Novembre 1917 : la Déclaration Balfour
Par Alain Herbeth
La « Déclaration Balfour » n’est-elle qu’une déclaration de circonstance, approuvée opportunément par le gouvernement britannique, au moment de la victoire anglaise en Palestine et, surtout, au moment où le Royaume-Uni, comme la France, avait besoin de l’engagement des Etats-Unis ? Les principaux acteurs nous en disent plus.
Après la mort prématurée de Theodor Herzl, a l’âge de 44 ans, Il faudra que treize années se passent pour que Lord Balfour, ministre des Affaires étrangères britannique, adresse à son « cher Lord Rothschild » un courrier qui deviendra bientôt célèbre dans l’Histoire sous le nom de « Déclaration Balfour ». Datée du 2 novembre 1917, cette simple lettre devient une étape fondamentale dans l’histoire du sionisme. En effet, elle grave, si ce n’est dans le marbre mais sur le papier, moins solide on le constatera très vite, l’engagement de sa gracieuse Majesté envers le peuple juif : « Le Gouvernement de sa Majesté envisage favorablement l’établissement en Palestine d’un foyer national pour le peuple juif. Il emploiera tous ses efforts pour faciliter la réalisation de cet objectif ».

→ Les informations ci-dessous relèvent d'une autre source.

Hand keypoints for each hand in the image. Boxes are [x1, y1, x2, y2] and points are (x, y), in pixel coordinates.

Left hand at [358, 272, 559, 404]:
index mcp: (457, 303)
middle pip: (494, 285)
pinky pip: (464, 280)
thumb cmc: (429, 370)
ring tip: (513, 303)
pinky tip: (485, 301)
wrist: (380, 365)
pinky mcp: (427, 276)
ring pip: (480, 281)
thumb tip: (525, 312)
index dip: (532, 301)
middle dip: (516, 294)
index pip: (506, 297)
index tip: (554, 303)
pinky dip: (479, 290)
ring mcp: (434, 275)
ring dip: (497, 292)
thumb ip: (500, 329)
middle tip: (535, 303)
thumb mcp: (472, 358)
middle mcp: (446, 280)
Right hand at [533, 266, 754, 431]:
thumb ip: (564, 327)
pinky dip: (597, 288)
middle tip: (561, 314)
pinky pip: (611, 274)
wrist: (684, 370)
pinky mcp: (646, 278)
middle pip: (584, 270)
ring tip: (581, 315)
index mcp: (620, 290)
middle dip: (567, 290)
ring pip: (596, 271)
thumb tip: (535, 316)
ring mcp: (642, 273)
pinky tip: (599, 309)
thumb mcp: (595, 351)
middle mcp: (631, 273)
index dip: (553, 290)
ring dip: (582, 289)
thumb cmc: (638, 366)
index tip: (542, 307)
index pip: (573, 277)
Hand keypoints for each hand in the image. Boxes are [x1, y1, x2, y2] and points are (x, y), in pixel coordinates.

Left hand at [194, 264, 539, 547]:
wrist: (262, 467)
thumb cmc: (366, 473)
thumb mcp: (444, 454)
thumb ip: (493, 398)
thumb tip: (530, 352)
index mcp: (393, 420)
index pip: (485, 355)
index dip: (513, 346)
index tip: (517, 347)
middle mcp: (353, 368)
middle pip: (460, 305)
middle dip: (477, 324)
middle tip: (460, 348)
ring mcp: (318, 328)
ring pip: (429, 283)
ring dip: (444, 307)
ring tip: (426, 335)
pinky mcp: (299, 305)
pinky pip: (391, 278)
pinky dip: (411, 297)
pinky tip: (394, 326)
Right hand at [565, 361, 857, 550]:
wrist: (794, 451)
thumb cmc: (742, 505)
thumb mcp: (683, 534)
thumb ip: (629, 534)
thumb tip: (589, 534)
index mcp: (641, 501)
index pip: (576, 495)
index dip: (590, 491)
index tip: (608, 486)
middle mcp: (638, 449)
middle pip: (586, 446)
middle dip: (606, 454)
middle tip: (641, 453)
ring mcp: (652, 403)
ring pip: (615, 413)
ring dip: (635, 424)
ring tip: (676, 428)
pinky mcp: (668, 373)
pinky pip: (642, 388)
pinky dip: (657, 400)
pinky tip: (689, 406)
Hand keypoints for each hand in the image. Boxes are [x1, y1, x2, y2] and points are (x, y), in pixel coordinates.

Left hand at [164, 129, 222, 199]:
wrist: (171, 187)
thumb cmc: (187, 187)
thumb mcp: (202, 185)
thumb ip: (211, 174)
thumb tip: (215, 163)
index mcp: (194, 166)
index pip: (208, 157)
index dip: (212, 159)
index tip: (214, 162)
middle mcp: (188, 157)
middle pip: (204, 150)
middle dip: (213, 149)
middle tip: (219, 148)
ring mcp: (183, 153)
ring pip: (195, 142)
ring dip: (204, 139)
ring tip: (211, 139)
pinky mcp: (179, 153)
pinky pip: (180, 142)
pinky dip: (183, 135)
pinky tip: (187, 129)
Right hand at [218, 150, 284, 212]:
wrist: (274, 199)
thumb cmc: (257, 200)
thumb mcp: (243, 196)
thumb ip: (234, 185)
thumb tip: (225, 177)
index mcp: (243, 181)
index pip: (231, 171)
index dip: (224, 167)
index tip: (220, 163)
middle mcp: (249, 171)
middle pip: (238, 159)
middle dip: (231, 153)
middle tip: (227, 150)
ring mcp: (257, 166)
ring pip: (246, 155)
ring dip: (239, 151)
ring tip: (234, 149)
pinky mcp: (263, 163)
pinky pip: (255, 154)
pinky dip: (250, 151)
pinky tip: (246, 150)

Cette déclaration a ensuite été validée par les traités internationaux qui ont suivi la victoire des forces alliées, notamment le traité de Sèvres, puis par la toute jeune SDN (la Société des Nations).
Après tant d’efforts menés par Theodor Herzl, souvent sans résultats, certains ont parlé de miracle. Arthur Koestler, lui, préfère parler d’un événement statistiquement improbable1. Soulignons que cinq mois avant que Lord Balfour engage son pays, Jules Cambon, secrétaire général du Quai d’Orsay, adressait une lettre à Nahum Sokolow, secrétaire général de l’Exécutif sioniste, où il lui disait : « Le gouvernement français ne peut éprouver que de la sympathie pour votre cause, celle du Foyer national juif en Palestine. Son triomphe est lié à celui des alliés ».
Pourquoi le gouvernement de Lloyd George a-t-il fait sienne cette « Déclaration » ?
En pleine guerre, en novembre 1917, le gouvernement dirigé alors par Lloyd George promulgue cette déclaration où, fait unique dans
Le Premier ministre britannique David Llyod George (entre 1910 et 1915)
l’Histoire, une nation (le Royaume-Uni) promet à une autre nation (le futur État juif) une partie du territoire d’une troisième nation (L’Empire Ottoman). Pourquoi une telle attitude ?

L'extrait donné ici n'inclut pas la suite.